Andrew TrahanCar and Driver
Some cars are for winning races. Some are for winning attention. The Porsche 718 Spyder is for winning souls.
It’s not the quickest car in the 718 Boxster/Cayman family. Or the most structurally stiff. But what it lacks on the spec sheet, it returns in deep and meaningful allure. We spent two days firing through the Spyder’s six-speed gearbox, kissing 8000 rpm with its flat-six until our ears rang, and bending Southern California’s Sierra Nevada roads to our will. No turbos, just a manual transmission and a 414-hp 4.0-liter flat-six with enough character to merit a documentary. What more could we ask for?
Central to its appeal, and at the core of what it once meant to be a mid-engine Porsche, is the Spyder’s sound. Its intake note—especially in the meaty zone above 5000 rpm—is a slice of internal-combustion magic usually reserved for Porsche’s immediately sold-out models. It begins as a hollow bellow then builds to a screaming rage by redline. Hello, sharpness, our old friend. We’re glad to talk with you again.
Now, to fully grasp this most refreshing Porsche, imagine standing on one of the many switchbacks on Sherman Pass Road, 8000 feet above sea level in California’s Sierra Nevada. A low bawl builds in the distance. The sound of 8000 rpm. Once in view, the roadster brakes sharply, bangs off an instant downshift, and rotates, casting a net of gravel across the aging tarmac. And then it’s gone. The noise slipping away, bouncing off the valley, eventually a warm memory.
The 718 Spyder wants your car-loving soul. If the engine’s sound doesn’t get you, the car certainly will with its weighty, precise variable-ratio steering that feeds cornering forces and available grip into a stream of information pulsing through the Alcantara-wrapped rim. Carbon-ceramic brake rotors cost as much as a decent used Civic, but paired with Michelin Pilot Sport Cup 2 summer tires, they can stop this 3136-pound convertible into yesterday.
You’re conscious of the mass in the middle of the car as you move through a corner, but it never feels as if something tragic and telephone-pole-related is about to happen. Brake late and aggressively and the Spyder won’t scrape its chin on the road. It is stiff, but the adaptive dampers are so well matched to its springs that there’s not a corresponding penalty in ride quality, despite it being 1.2 inches lower than a base Boxster.
Even in a place where grip is inconsistent and the surface far from perfect, we find confidence. Sherman Pass Road—with its off-camber twists, broken seams, pointy rocks disguised as pine cones, and crumbling road edges—isn’t for novices, and the Spyder isn’t a starter sports car. Without turbos to provide low-end thrust, the 718 requires real work to go fast here. You need to hold gears to redline, commit to the throttle over crests, and trust that those brakes were worth raiding your child’s college fund. The higher we climb, the more we miss the earth’s oxygen. Effortless acceleration at 4000 feet becomes more of a chore at 8000. But hearing the engine work harder and longer is no burden.

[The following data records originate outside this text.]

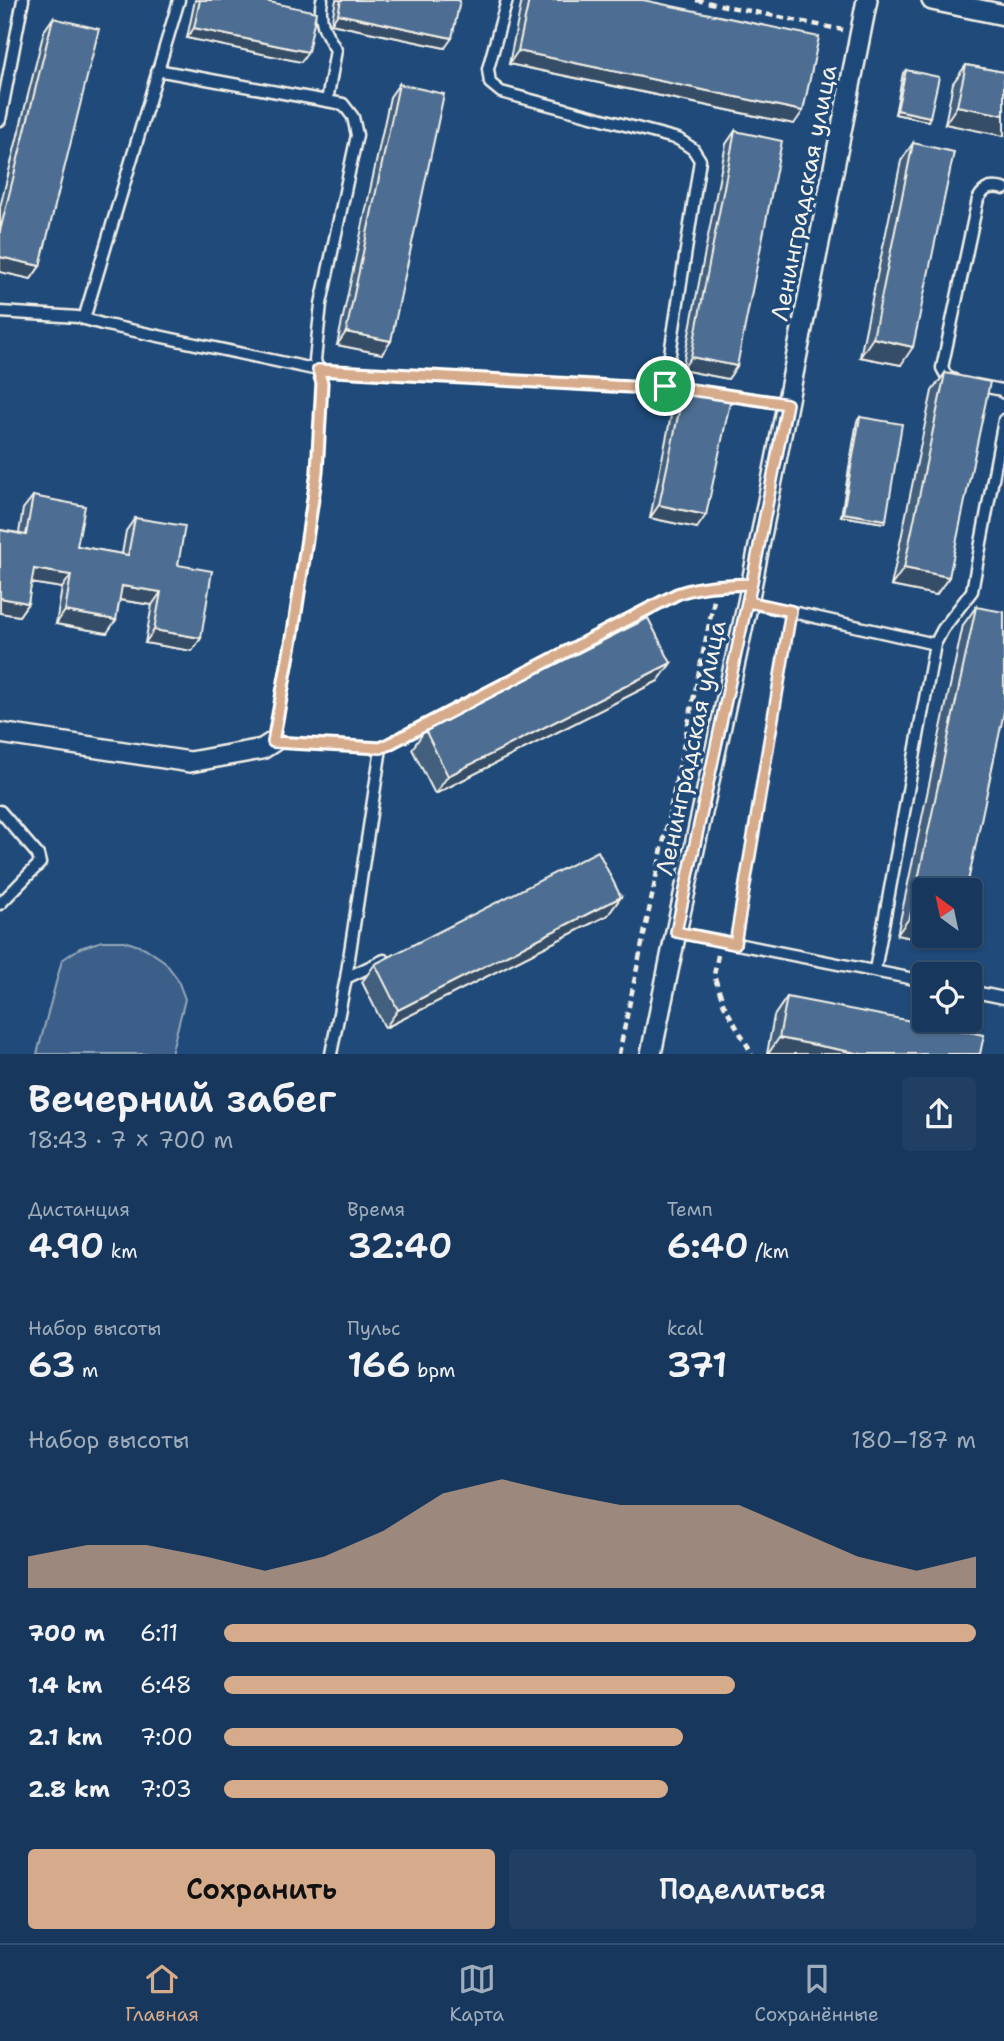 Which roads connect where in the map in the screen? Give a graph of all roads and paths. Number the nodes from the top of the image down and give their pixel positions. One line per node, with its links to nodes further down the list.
1 (23, 0): 12 (lane)
2 (179, 0): 10 (lane)
3 (322, 0): 11 (lane)
4 (507, 0): 17 (lane)
5 (696, 0): 9 (path)
6 (867, 0): 9 (street, Ленинградская улица)
7 (932, 0): 8 (street)
8 (1004, 15)
9 (861, 33): 19 (street, Ленинградская улица)
10 (157, 70): 11 (lane); 15 (lane)
11 (327, 101): 16 (lane)
12 (0, 120)
13 (1004, 189): 18 (lane)
14 (0, 313): 15 (lane)
15 (84, 319): 16 (lane)
16 (318, 370): 17 (lane); 26 (lane)
17 (665, 386): 19 (lane)
18 (1004, 393)
19 (787, 404): 22 (street, Ленинградская улица)
20 (1004, 420): 24 (lane)
21 (717, 585): 22 (lane); 27 (lane); 40 (path)
22 (750, 593): 23 (lane); 30 (street, Ленинградская улица)
23 (791, 611): 24 (lane); 32 (path)
24 (935, 644): 34 (lane)
25 (0, 733): 26 (street)
26 (273, 742): 27 (lane)
27 (381, 748): 35 (lane)
28 (0, 811): 29 (lane)
29 (0, 904)
30 (676, 932): 31 (lane); 41 (street, Ленинградская улица)
31 (720, 941): 32 (lane); 42 (path)
32 (735, 944): 34 (lane)
33 (395, 955): 35 (lane)
34 (875, 970): 36 (lane)
35 (346, 978): 39 (lane)
36 (912, 978)
37 (982, 993): 38 (lane)
38 (1004, 998)
39 (331, 1054)
40 (619, 1054)
41 (651, 1054)
42 (752, 1054)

The Spyder makes the sprint to 60 mph in 3.8 seconds, which is a couple of ticks behind a Boxster GTS powered by a 365-hp turbocharged flat-four and equipped with the launch-control-enabled dual-clutch automatic transmission. But we’re okay with trading stopwatch ticks for experience.
It’s not all glory, though. The Spyder’s pairing of a softtop with huge, sticky Michelins creates some major tire noise. It’s loud enough to drown out Sammy Hagar’s “I Can’t Drive 55” at modern freeway speeds. And the multistep, mostly manual top operation is slow and laborious for a car catering to this income bracket, even if it looks completely stunning. Those are the downsides of the Spyder. Possibly you’ll be willing to bear its vices. And maybe even its sticker.
Spyders start at $97,650. Outfitted with $8000 carbon-ceramic brakes, $5900 carbon-fiber seats, a $2320 nav system, and more, our test car is a $120,530 ask. If that seems like a lot of money for a Boxster, that’s because it is. But we’ve spent time in many Porsches, and this one has the rewards of the rare ones that cost even more. The rewards of open-air freedom, mid-engine balance, and a flat-six that you’ll hear long after the drive.
Clean Solution
To meet stringent Euro 6 emission standards, European models of the 718 Spyder and Cayman GT4 are fitted with two particulate filters, one for each bank of cylinders. Euro 6 allows for only one-tenth of the previously allowed particulate emissions. On European models, the exhaust gases are forced through the filter walls, trapping soot that is burned off later. United States models use a straight-through filter design without the expensive, soot-trapping precious-metal coating. This makes them inert and nothing more than sound attenuators. Porsche keeps these on U.S.-bound 718 Spyders and Cayman GT4s so it doesn’t have to change the specification of the muffler.